> [Problem statement]
Beneath this instruction is a block of data; output from it exactly the lines that run from the one containing "Digitize the connectivity" through the one containing "Write the network of every", inclusive.

=== Given data ===

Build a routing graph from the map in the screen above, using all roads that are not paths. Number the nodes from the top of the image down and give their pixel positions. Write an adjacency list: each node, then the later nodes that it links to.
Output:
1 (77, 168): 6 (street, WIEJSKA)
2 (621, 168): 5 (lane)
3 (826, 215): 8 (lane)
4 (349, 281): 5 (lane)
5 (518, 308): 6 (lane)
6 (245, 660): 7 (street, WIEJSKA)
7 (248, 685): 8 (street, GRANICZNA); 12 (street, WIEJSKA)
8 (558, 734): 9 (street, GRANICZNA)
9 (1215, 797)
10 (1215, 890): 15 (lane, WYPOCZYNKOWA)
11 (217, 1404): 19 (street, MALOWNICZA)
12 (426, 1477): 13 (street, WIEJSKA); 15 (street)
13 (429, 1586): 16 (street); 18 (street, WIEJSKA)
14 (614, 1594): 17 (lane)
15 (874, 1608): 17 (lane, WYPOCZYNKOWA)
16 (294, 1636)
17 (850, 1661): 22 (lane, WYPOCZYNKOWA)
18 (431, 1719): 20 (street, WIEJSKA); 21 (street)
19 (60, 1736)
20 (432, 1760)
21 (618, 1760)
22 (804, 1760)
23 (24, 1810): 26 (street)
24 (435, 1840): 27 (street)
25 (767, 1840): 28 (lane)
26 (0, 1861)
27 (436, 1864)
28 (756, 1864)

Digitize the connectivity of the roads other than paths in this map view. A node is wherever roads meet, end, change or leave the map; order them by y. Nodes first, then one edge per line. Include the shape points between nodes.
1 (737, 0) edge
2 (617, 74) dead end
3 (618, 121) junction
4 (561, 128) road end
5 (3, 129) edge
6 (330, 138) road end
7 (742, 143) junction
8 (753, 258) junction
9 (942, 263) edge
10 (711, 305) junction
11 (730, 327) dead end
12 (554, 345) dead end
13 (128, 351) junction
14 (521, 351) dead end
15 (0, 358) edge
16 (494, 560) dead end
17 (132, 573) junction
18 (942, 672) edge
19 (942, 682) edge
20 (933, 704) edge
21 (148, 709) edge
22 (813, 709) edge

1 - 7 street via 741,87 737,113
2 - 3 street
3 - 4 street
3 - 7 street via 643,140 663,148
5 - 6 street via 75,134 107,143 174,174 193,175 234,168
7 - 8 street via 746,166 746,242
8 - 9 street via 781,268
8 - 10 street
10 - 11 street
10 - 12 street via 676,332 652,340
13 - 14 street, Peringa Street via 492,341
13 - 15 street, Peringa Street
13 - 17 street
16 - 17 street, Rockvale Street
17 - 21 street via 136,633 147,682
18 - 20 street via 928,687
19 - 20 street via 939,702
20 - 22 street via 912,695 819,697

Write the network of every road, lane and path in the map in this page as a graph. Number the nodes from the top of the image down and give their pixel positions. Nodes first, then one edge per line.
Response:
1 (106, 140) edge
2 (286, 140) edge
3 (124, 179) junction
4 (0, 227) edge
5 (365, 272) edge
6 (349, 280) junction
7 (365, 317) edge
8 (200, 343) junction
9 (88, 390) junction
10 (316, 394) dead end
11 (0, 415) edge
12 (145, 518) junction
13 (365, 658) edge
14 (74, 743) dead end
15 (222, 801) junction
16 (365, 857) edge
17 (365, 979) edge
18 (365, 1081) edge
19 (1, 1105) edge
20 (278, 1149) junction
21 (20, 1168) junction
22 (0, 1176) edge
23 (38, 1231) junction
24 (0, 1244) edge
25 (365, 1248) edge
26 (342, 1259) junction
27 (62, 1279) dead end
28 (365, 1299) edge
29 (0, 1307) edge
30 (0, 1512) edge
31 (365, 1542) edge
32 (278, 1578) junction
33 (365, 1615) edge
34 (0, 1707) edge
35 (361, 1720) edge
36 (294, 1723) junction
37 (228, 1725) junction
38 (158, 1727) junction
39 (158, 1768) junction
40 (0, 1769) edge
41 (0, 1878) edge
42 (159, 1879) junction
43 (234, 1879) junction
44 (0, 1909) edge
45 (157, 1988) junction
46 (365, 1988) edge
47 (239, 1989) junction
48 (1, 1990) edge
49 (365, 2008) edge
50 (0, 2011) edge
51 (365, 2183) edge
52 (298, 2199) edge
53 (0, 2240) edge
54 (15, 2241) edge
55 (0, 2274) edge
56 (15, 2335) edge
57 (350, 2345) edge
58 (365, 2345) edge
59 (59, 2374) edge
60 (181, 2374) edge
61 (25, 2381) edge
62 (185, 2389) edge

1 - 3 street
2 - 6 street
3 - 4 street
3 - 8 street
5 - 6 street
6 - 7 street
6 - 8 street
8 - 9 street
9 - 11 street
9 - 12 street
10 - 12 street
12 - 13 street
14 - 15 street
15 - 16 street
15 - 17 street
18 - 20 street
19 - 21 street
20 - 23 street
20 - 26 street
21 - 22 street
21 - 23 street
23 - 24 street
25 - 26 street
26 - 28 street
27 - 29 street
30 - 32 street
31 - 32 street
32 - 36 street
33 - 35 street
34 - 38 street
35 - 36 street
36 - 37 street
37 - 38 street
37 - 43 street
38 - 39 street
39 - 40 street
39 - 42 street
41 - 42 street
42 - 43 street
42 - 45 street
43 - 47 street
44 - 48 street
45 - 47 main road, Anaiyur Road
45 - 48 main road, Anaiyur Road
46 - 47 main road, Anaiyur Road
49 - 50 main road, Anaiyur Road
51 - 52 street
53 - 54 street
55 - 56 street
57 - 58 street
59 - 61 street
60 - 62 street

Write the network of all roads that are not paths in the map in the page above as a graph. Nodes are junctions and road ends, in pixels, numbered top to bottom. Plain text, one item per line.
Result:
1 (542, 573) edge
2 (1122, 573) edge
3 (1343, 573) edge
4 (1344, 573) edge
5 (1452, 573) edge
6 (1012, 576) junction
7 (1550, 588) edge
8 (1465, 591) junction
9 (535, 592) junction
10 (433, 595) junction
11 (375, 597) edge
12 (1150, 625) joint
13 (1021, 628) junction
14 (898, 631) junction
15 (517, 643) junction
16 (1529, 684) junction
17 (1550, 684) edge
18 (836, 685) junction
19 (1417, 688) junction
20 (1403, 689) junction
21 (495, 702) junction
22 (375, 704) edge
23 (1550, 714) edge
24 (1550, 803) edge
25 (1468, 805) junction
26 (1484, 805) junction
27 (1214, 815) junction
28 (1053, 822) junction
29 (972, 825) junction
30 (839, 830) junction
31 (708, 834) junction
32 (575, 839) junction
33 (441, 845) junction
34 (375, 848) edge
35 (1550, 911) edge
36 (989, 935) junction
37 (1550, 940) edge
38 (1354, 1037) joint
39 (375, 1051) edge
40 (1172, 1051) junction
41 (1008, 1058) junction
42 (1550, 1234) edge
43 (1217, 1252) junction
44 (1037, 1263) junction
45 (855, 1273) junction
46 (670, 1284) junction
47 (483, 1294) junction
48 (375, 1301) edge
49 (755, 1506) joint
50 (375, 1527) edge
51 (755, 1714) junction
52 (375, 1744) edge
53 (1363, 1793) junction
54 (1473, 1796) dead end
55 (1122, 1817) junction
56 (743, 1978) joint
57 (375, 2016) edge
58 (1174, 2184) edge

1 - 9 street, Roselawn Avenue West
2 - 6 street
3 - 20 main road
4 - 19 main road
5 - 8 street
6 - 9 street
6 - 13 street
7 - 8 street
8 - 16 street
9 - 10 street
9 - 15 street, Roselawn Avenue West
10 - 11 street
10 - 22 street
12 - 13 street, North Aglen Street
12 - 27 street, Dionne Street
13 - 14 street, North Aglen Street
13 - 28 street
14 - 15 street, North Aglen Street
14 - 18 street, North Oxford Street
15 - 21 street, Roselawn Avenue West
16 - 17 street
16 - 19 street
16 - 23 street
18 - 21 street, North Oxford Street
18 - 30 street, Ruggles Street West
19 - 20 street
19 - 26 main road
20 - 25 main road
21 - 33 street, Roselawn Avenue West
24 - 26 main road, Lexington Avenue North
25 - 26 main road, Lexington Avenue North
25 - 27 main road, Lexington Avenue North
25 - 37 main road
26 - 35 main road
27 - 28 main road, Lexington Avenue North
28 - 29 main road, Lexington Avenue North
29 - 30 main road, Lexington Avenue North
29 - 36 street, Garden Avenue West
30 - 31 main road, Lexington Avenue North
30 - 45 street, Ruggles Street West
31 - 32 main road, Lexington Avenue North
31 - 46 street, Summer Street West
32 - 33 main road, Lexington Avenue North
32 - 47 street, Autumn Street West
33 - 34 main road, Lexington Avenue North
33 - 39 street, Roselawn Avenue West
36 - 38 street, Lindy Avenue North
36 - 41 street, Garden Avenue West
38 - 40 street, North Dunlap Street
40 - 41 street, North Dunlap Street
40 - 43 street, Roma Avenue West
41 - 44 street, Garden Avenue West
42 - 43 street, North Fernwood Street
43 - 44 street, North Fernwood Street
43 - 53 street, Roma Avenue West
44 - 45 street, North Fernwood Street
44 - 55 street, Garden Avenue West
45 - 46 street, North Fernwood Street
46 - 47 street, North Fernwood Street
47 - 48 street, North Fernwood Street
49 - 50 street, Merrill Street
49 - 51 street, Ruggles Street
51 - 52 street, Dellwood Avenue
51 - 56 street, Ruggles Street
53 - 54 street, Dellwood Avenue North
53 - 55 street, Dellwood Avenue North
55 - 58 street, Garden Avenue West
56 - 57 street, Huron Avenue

===

> [The completed task]
Digitize the connectivity of the roads other than paths in this map view. A node is wherever roads meet, end, change or leave the map; order them by y. Nodes first, then one edge per line. Include the shape points between nodes.
1 (737, 0) edge
2 (617, 74) dead end
3 (618, 121) junction
4 (561, 128) road end
5 (3, 129) edge
6 (330, 138) road end
7 (742, 143) junction
8 (753, 258) junction
9 (942, 263) edge
10 (711, 305) junction
11 (730, 327) dead end
12 (554, 345) dead end
13 (128, 351) junction
14 (521, 351) dead end
15 (0, 358) edge
16 (494, 560) dead end
17 (132, 573) junction
18 (942, 672) edge
19 (942, 682) edge
20 (933, 704) edge
21 (148, 709) edge
22 (813, 709) edge

1 - 7 street via 741,87 737,113
2 - 3 street
3 - 4 street
3 - 7 street via 643,140 663,148
5 - 6 street via 75,134 107,143 174,174 193,175 234,168
7 - 8 street via 746,166 746,242
8 - 9 street via 781,268
8 - 10 street
10 - 11 street
10 - 12 street via 676,332 652,340
13 - 14 street, Peringa Street via 492,341
13 - 15 street, Peringa Street
13 - 17 street
16 - 17 street, Rockvale Street
17 - 21 street via 136,633 147,682
18 - 20 street via 928,687
19 - 20 street via 939,702
20 - 22 street via 912,695 819,697

Write the network of every road, lane and path in the map in this page as a graph. Number the nodes from the top of the image down and give their pixel positions. Nodes first, then one edge per line.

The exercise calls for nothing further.